■ **PROBLEM REQUIREMENTS**:
Copy every record below exactly as written, but leave out the pictures.

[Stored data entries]

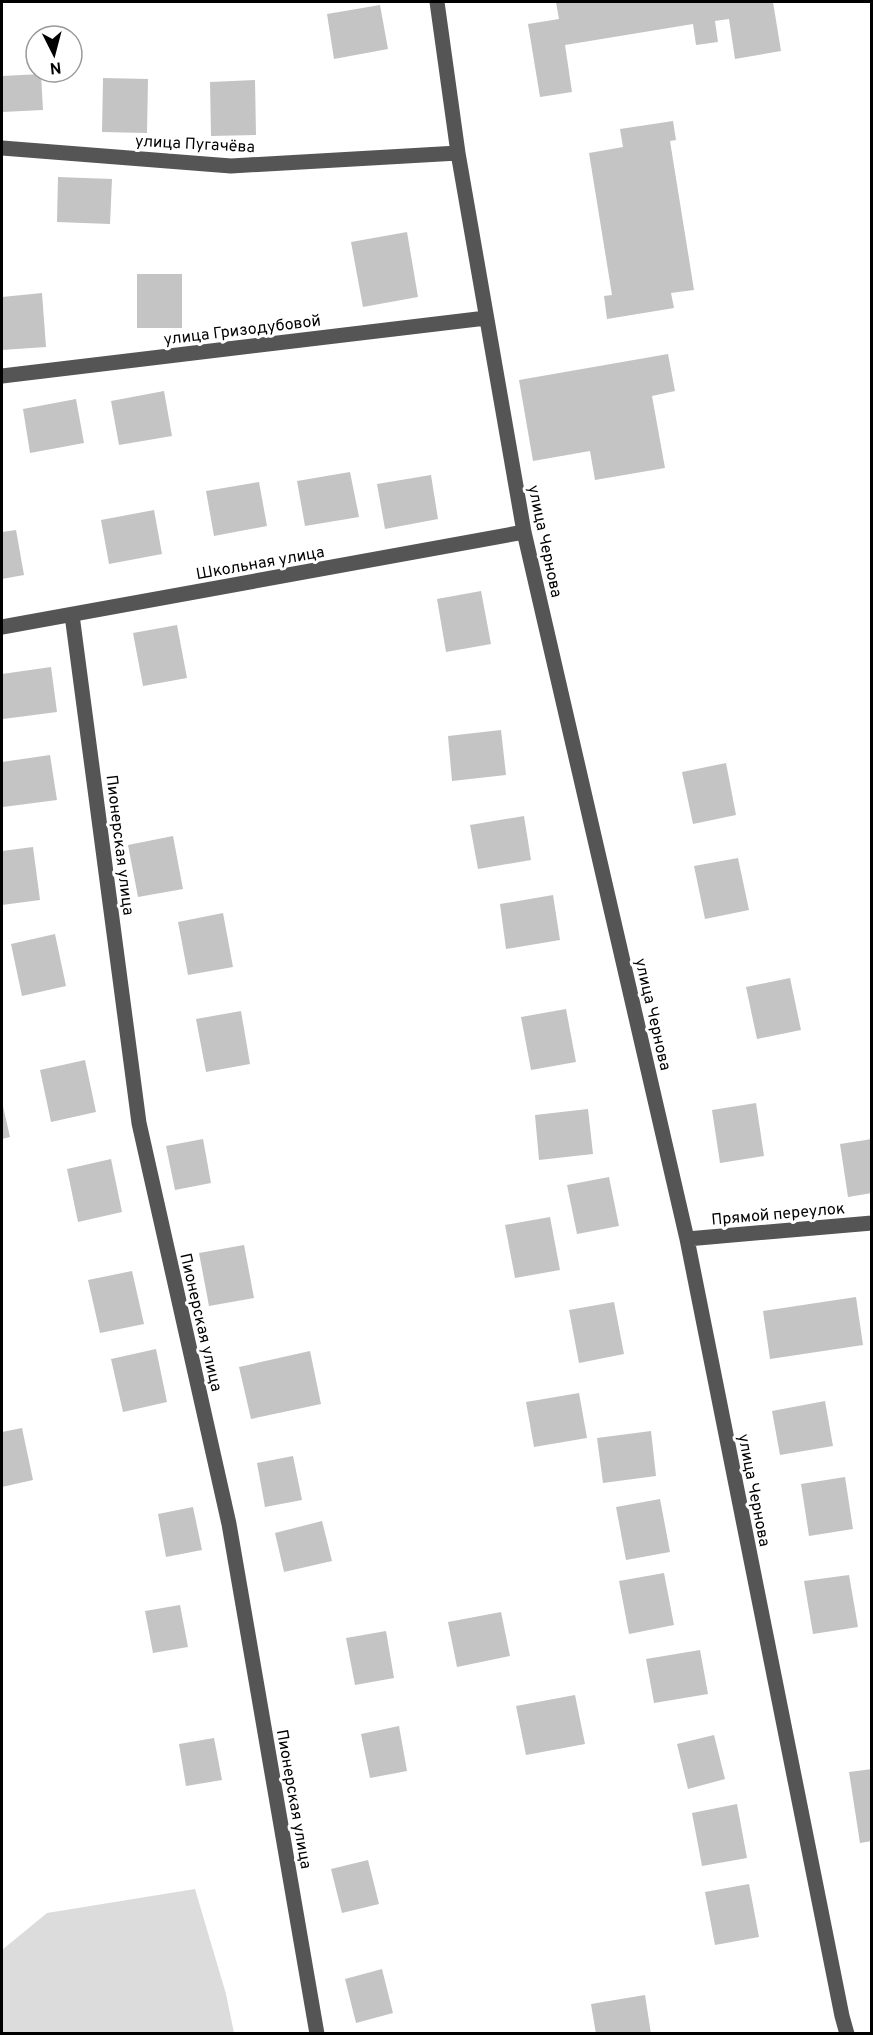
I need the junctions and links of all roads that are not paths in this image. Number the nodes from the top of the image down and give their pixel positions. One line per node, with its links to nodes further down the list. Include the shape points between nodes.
1 (437, 2): 3 (street, улица Чернова)
2 (2, 148): 3 (street, улица Пугачёва, via 231,166)
3 (458, 153): 4 (street, улица Чернова)
4 (486, 318): 5 (street, улица Гризодубовой); 6 (street, улица Чернова)
5 (2, 376)
6 (524, 532): 7 (street, Школьная улица); 10 (street, улица Чернова)
7 (72, 615): 8 (street, Школьная улица); 11 (street, Пионерская улица, via 139,1123 229,1524)
8 (2, 627)
9 (872, 1224): 10 (street, Прямой переулок)
10 (687, 1239): 12 (street, улица Чернова)
11 (317, 2034)
12 (847, 2034)

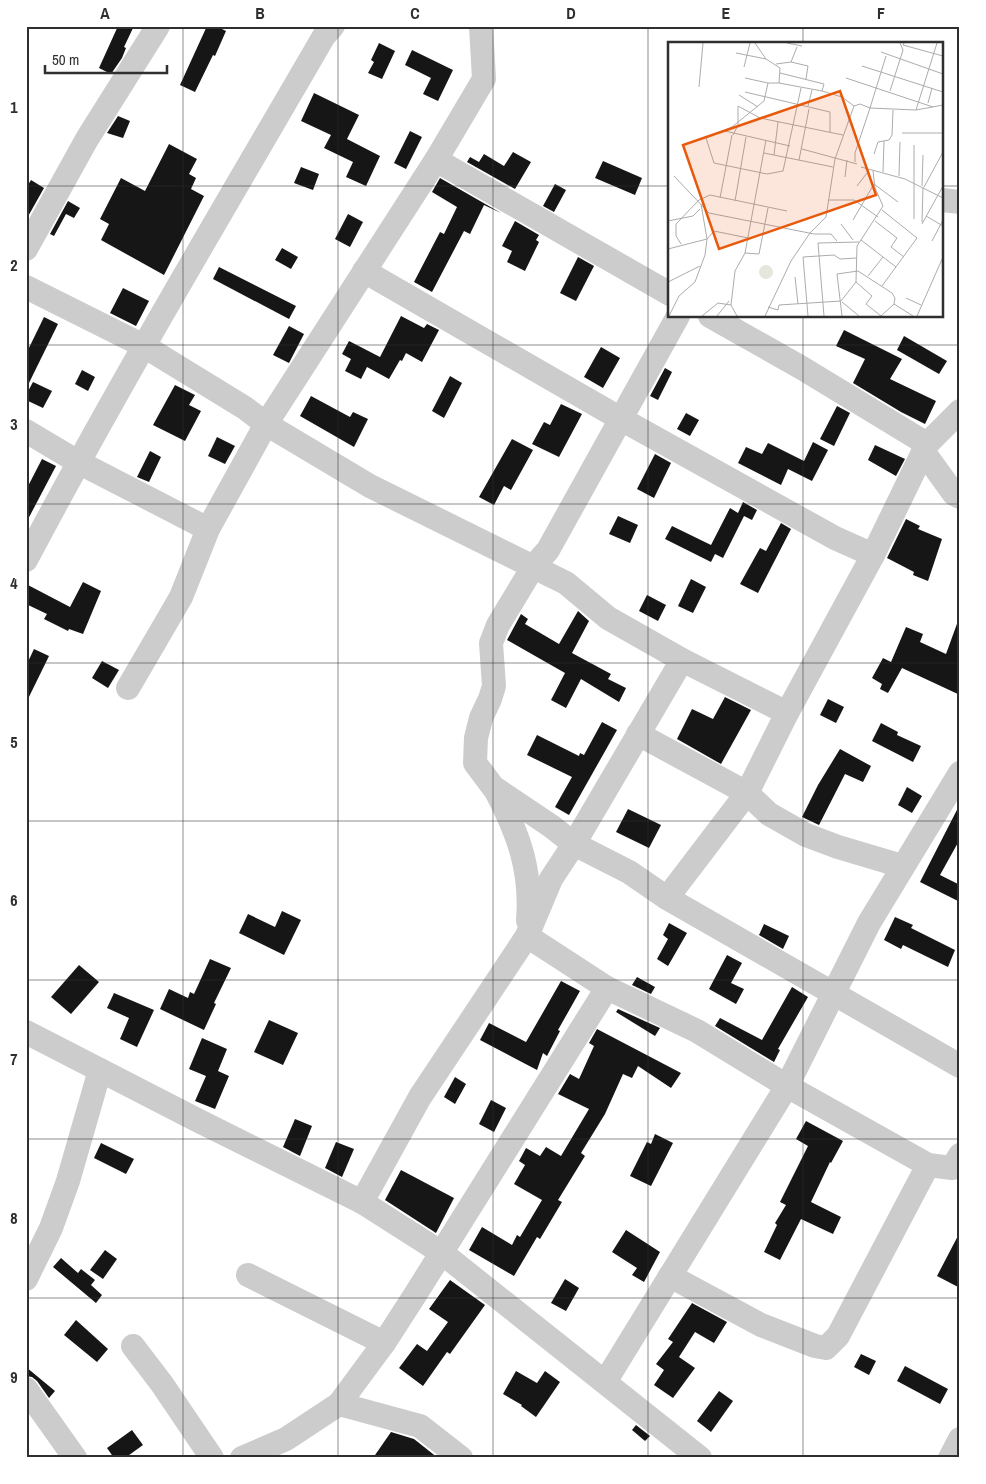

■ **RESPONSE**:
I need the junctions and links of all roads that are not paths in this image. Number the nodes from the top of the image down and give their pixel positions. One line per node, with its links to nodes further down the list. Include the shape points between nodes.
1 (437, 2): 3 (street, улица Чернова)
2 (2, 148): 3 (street, улица Пугачёва, via 231,166)
3 (458, 153): 4 (street, улица Чернова)
4 (486, 318): 5 (street, улица Гризодубовой); 6 (street, улица Чернова)
5 (2, 376)
6 (524, 532): 7 (street, Школьная улица); 10 (street, улица Чернова)
7 (72, 615): 8 (street, Школьная улица); 11 (street, Пионерская улица, via 139,1123 229,1524)
8 (2, 627)
9 (872, 1224): 10 (street, Прямой переулок)
10 (687, 1239): 12 (street, улица Чернова)
11 (317, 2034)
12 (847, 2034)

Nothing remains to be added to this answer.